Work item:
Lines from the records below that contain the word "numbered" are to be copied out.

Data provided:
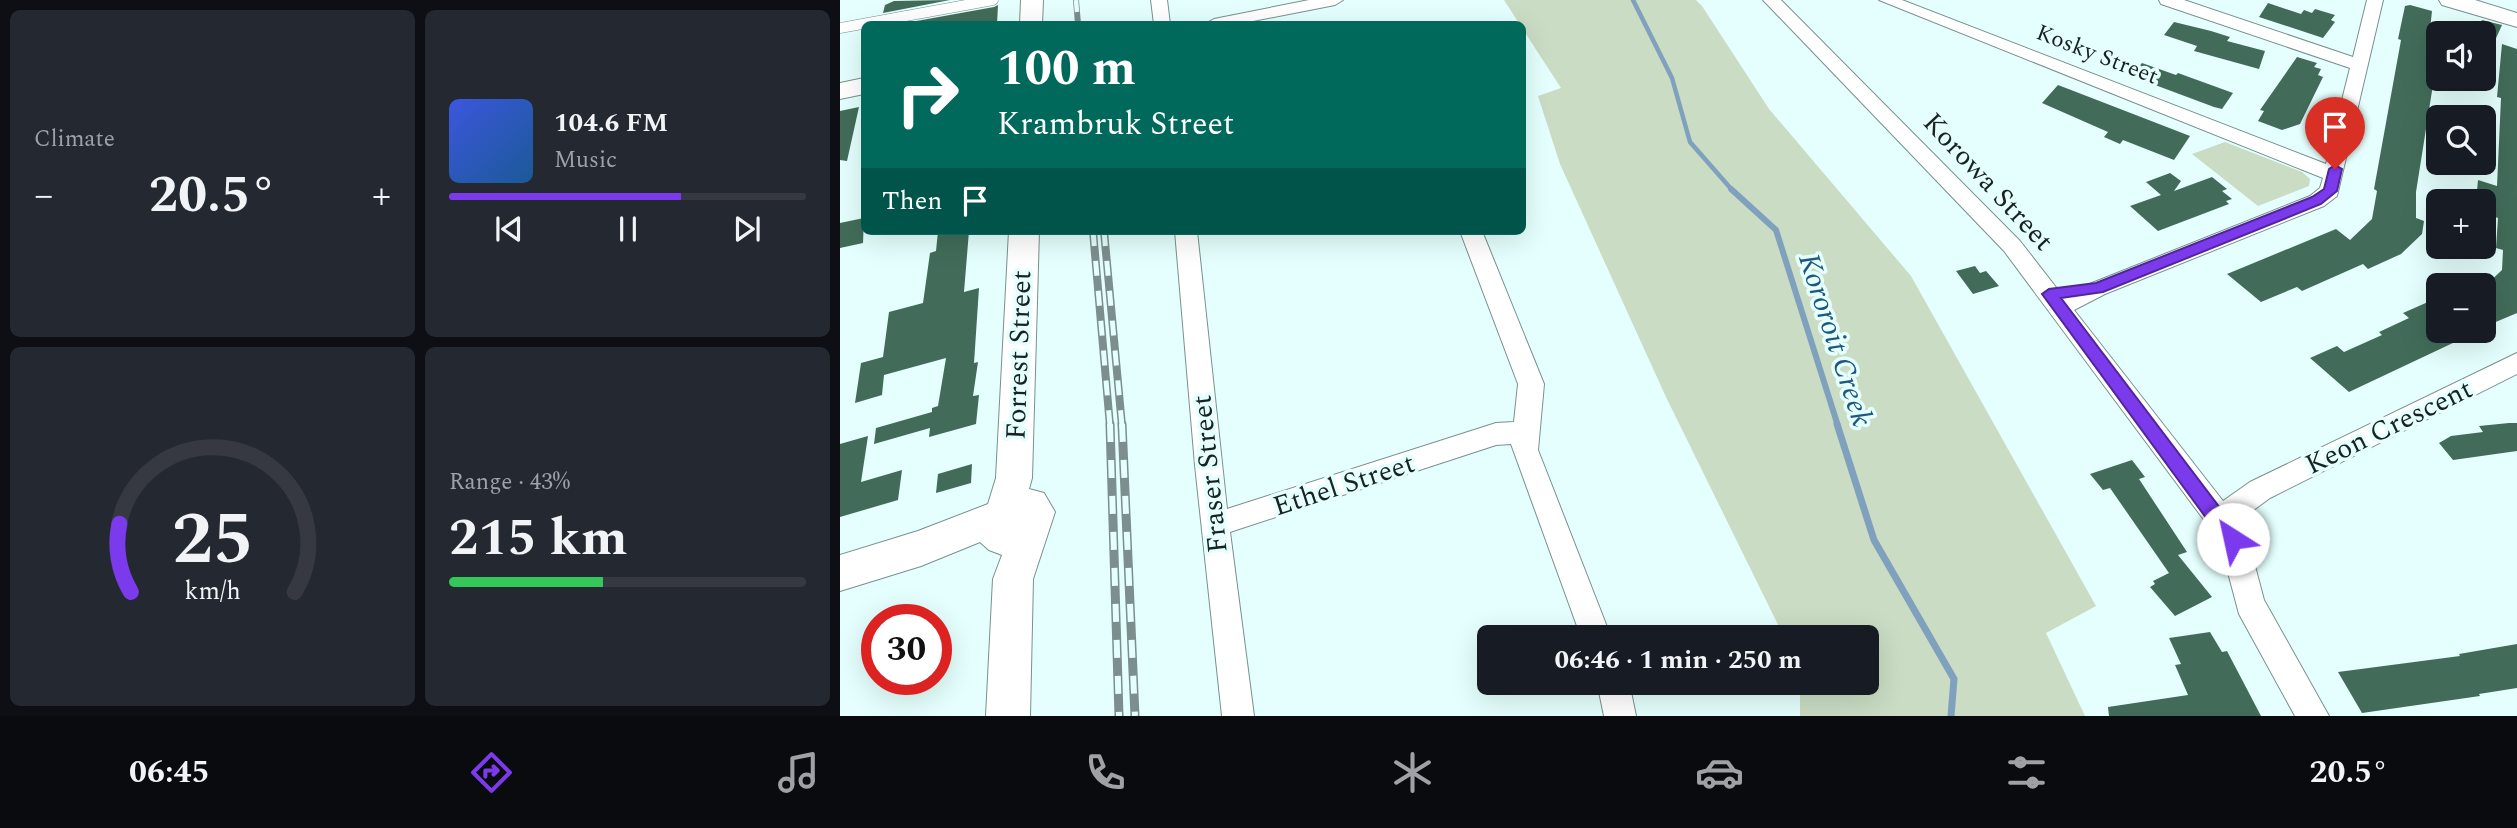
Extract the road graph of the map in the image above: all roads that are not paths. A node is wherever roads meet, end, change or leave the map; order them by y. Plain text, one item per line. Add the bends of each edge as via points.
1 (993, 0) edge
2 (1032, 0) edge
3 (1159, 0) edge
4 (1335, 0) edge
5 (1771, 0) edge
6 (1887, 0) edge
7 (2167, 0) edge
8 (2375, 0) edge
9 (2450, 0) edge
10 (2517, 20) edge
11 (878, 21) edge
12 (1031, 21) edge
13 (1162, 21) edge
14 (1229, 21) edge
15 (861, 24) edge
16 (840, 28) edge
17 (2359, 65) junction
18 (861, 87) edge
19 (840, 91) edge
20 (2335, 172) junction
21 (1024, 235) edge
22 (1186, 235) edge
23 (1473, 235) edge
24 (2054, 301) junction
25 (2517, 363) edge
26 (1523, 436) junction
27 (2214, 511) junction
28 (1010, 516) junction
29 (1215, 525) junction
30 (840, 573) edge
31 (1592, 625) edge
32 (1616, 695) edge
33 (1008, 716) edge
34 (1238, 716) edge
35 (1620, 716) edge
36 (2313, 716) edge

1 - 11 lane
2 - 12 street
3 - 13 street
4 - 14 street
5 - 24 street, Korowa Street via 2012,246
6 - 20 street, Kosky Street
7 - 17 street
8 - 17 street
9 - 10 street
15 - 16 lane
17 - 20 street
18 - 19 street
20 - 24 street via 2330,191 2316,201
21 - 28 street, Forrest Street
22 - 29 street, Fraser Street
23 - 26 street via 1531,384 1534,401
24 - 27 street, Korowa Street
25 - 27 street, Keon Crescent
26 - 29 street, Ethel Street via 1472,444
26 - 31 street
27 - 36 street, Korowa Street via 2236,547 2250,604
28 - 30 street
28 - 33 street, Forrest Street via 1013,579
29 - 34 street, Fraser Street
32 - 35 street

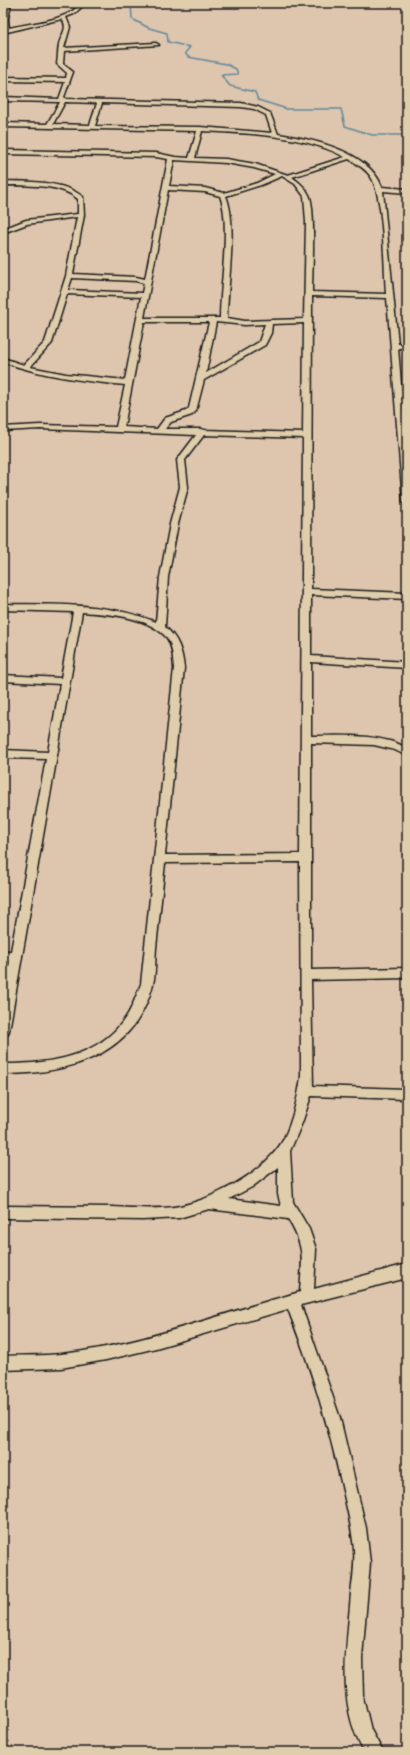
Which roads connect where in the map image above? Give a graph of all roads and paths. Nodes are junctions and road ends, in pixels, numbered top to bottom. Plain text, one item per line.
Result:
1 (9, 3) edge
2 (84, 3) edge
3 (5, 12) edge
4 (63, 17) junction
5 (5, 31) edge
6 (156, 45) dead end
7 (62, 50) junction
8 (3, 79) edge
9 (68, 80) junction
10 (3, 99) edge
11 (64, 100) junction
12 (100, 101) junction
13 (3, 125) edge
14 (50, 126) junction
15 (92, 127) junction
16 (200, 129) junction
17 (276, 136) junction
18 (3, 152) edge
19 (189, 152) junction
20 (170, 157) junction
21 (350, 157) junction
22 (284, 176) junction
23 (3, 183) edge
24 (166, 188) junction
25 (380, 189) junction
26 (407, 190) edge
27 (223, 195) junction
28 (81, 215) junction
29 (3, 231) edge
30 (69, 276) junction
31 (148, 282) junction
32 (64, 292) junction
33 (308, 294) junction
34 (146, 295) junction
35 (390, 296) junction
36 (141, 320) junction
37 (213, 320) junction
38 (223, 320) junction
39 (308, 322) junction
40 (269, 323) junction
41 (394, 346) junction
42 (407, 346) edge
43 (3, 360) edge
44 (25, 368) junction
45 (200, 379) junction
46 (130, 383) junction
47 (398, 388) junction
48 (407, 388) edge
49 (120, 428) junction
50 (3, 429) edge
51 (160, 430) junction
52 (201, 431) junction
53 (307, 436) junction
54 (407, 502) edge
55 (307, 592) junction
56 (407, 596) edge
57 (3, 607) edge
58 (78, 610) junction
59 (160, 627) junction
60 (307, 659) junction
61 (407, 665) edge
62 (3, 678) edge
63 (64, 681) junction
64 (307, 739) junction
65 (407, 752) edge
66 (3, 754) edge
67 (52, 756) junction
68 (306, 858) junction
69 (161, 859) junction
70 (3, 956) edge
71 (17, 956) junction
72 (407, 973) edge
73 (305, 975) junction
74 (3, 1031) edge
75 (3, 1069) edge
76 (306, 1091) junction
77 (407, 1094) edge
78 (284, 1151) junction
79 (209, 1203) junction
80 (3, 1212) edge
81 (292, 1213) junction
82 (407, 1271) edge
83 (307, 1297) junction
84 (292, 1301) junction
85 (3, 1363) edge
86 (374, 1752) edge

1 - 3 street
2 - 4 street
3 - 5 street
4 - 5 street
4 - 7 street
6 - 7 street
7 - 9 street
8 - 9 street
9 - 11 street
10 - 11 street
11 - 12 street
11 - 14 street
12 - 15 street
12 - 17 street
13 - 14 street
14 - 15 street
15 - 16 street
16 - 17 street
16 - 19 street
17 - 21 street
18 - 20 street
19 - 20 street
19 - 22 street
20 - 24 street
21 - 22 street
21 - 25 street
22 - 27 street
22 - 33 street
23 - 28 street
24 - 27 street
24 - 31 street
25 - 26 street
25 - 35 street
27 - 38 street
28 - 29 street
28 - 30 street
30 - 31 street
30 - 32 street
31 - 34 street
32 - 34 street
32 - 44 street
33 - 35 street
33 - 39 street
34 - 36 street
35 - 41 street
36 - 37 street
36 - 46 street
37 - 38 street
37 - 45 street
38 - 40 street
39 - 40 street
39 - 53 street
40 - 45 street
41 - 42 street
41 - 47 street
43 - 44 street
44 - 46 street
45 - 51 street
46 - 49 street
47 - 48 street
47 - 54 street
49 - 50 street
49 - 51 street
51 - 52 street
52 - 53 street
52 - 59 street
53 - 55 street
55 - 56 street
55 - 60 street
57 - 58 street
58 - 59 street
58 - 63 street
59 - 69 street
60 - 61 street
60 - 64 street
62 - 63 street
63 - 67 street
64 - 65 street
64 - 68 street
66 - 67 street
67 - 71 street
68 - 69 street
68 - 73 street
69 - 75 street
70 - 71 street
71 - 74 street
72 - 73 street
73 - 76 street
76 - 77 street
76 - 78 street
78 - 79 street
78 - 81 street
79 - 80 street
79 - 81 street
81 - 83 street
82 - 83 street
83 - 84 street
84 - 85 street
84 - 86 street

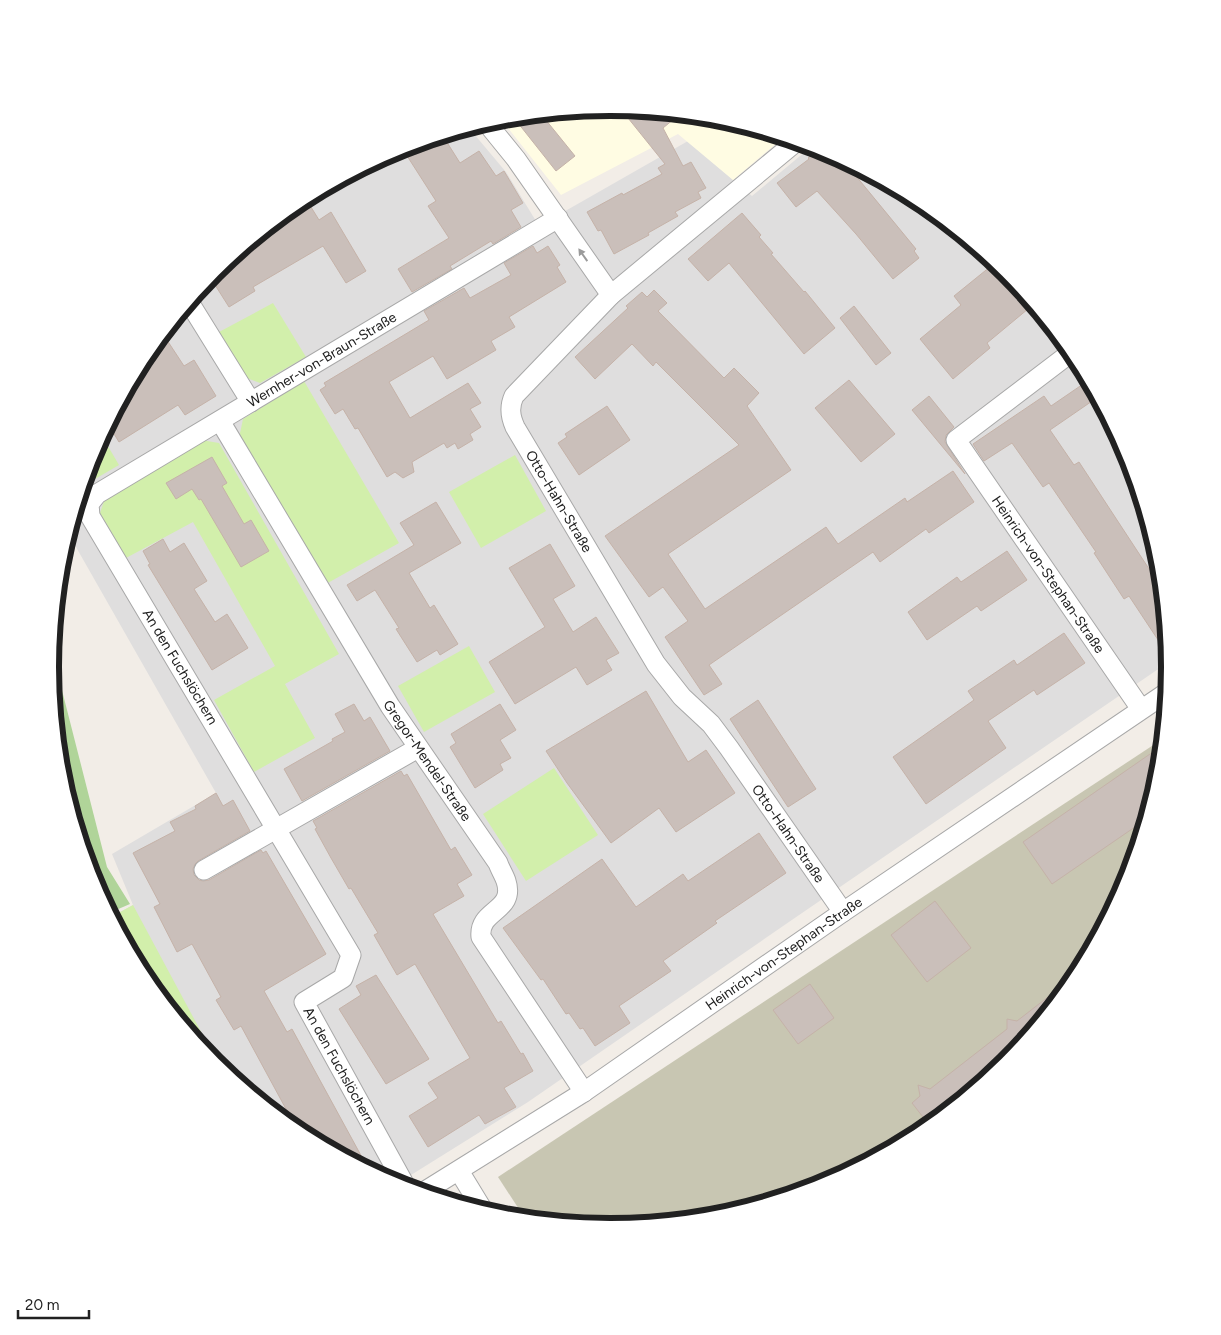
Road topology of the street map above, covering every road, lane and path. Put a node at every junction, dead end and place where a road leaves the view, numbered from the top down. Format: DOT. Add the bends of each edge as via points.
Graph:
graph roads {
  1 [pos="492,129"];
  2 [pos="792,146"];
  3 [pos="558,218"];
  4 [pos="611,295"];
  5 [pos="193,308"];
  6 [pos="1066,357"];
  7 [pos="250,402"];
  8 [pos="220,421"];
  9 [pos="89,504"];
  10 [pos="1161,696"];
  11 [pos="1141,709"];
  12 [pos="418,748"];
  13 [pos="276,828"];
  14 [pos="204,870"];
  15 [pos="843,912"];
  16 [pos="584,1092"];
  17 [pos="459,1171"];
  18 [pos="402,1178"];
  19 [pos="429,1189"];
  20 [pos="478,1203"];
  1 -- 3 [label="street"];
  2 -- 4 [label="street, Otto-Hahn-Straße"];
  4 -- 3 [label="street, one-way"];
  3 -- 7 [label="street, Wernher-von-Braun-Straße"];
  4 -- 15 [label="street, Otto-Hahn-Straße" via="514,396 511,418 656,664 730,748"];
  5 -- 7 [label="street"];
  6 -- 11 [label="street, Heinrich-von-Stephan-Straße" via="956,440"];
  7 -- 8 [label="street, Wernher-von-Braun-Straße"];
  8 -- 9 [label="street, Wernher-von-Braun-Straße" via="97,494"];
  8 -- 12 [label="street, Gregor-Mendel-Straße"];
  9 -- 13 [label="street, An den Fuchslöchern" via="90,516"];
  10 -- 11 [label="street, Heinrich-von-Stephan-Straße"];
  11 -- 15 [label="street, Heinrich-von-Stephan-Straße"];
  12 -- 13 [label="street"];
  12 -- 16 [label="street, Gregor-Mendel-Straße" via="498,863 506,880 506,903 486,918 480,927 481,936"];
  13 -- 14 [label="street"];
  13 -- 18 [label="street, An den Fuchslöchern" via="352,955 343,978 304,1002"];
  15 -- 16 [label="street, Heinrich-von-Stephan-Straße"];
  16 -- 17 [label="street, Heinrich-von-Stephan-Straße"];
  17 -- 19 [label="street, Heinrich-von-Stephan-Straße"];
  17 -- 20 [label="street"];
}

Exercise solution:
Which roads connect where in the map image above? Give a graph of all roads and paths. Nodes are junctions and road ends, in pixels, numbered top to bottom. Plain text, one item per line.
Road topology of the street map above, covering every road, lane and path. Put a node at every junction, dead end and place where a road leaves the view, numbered from the top down. Format: DOT. Add the bends of each edge as via points.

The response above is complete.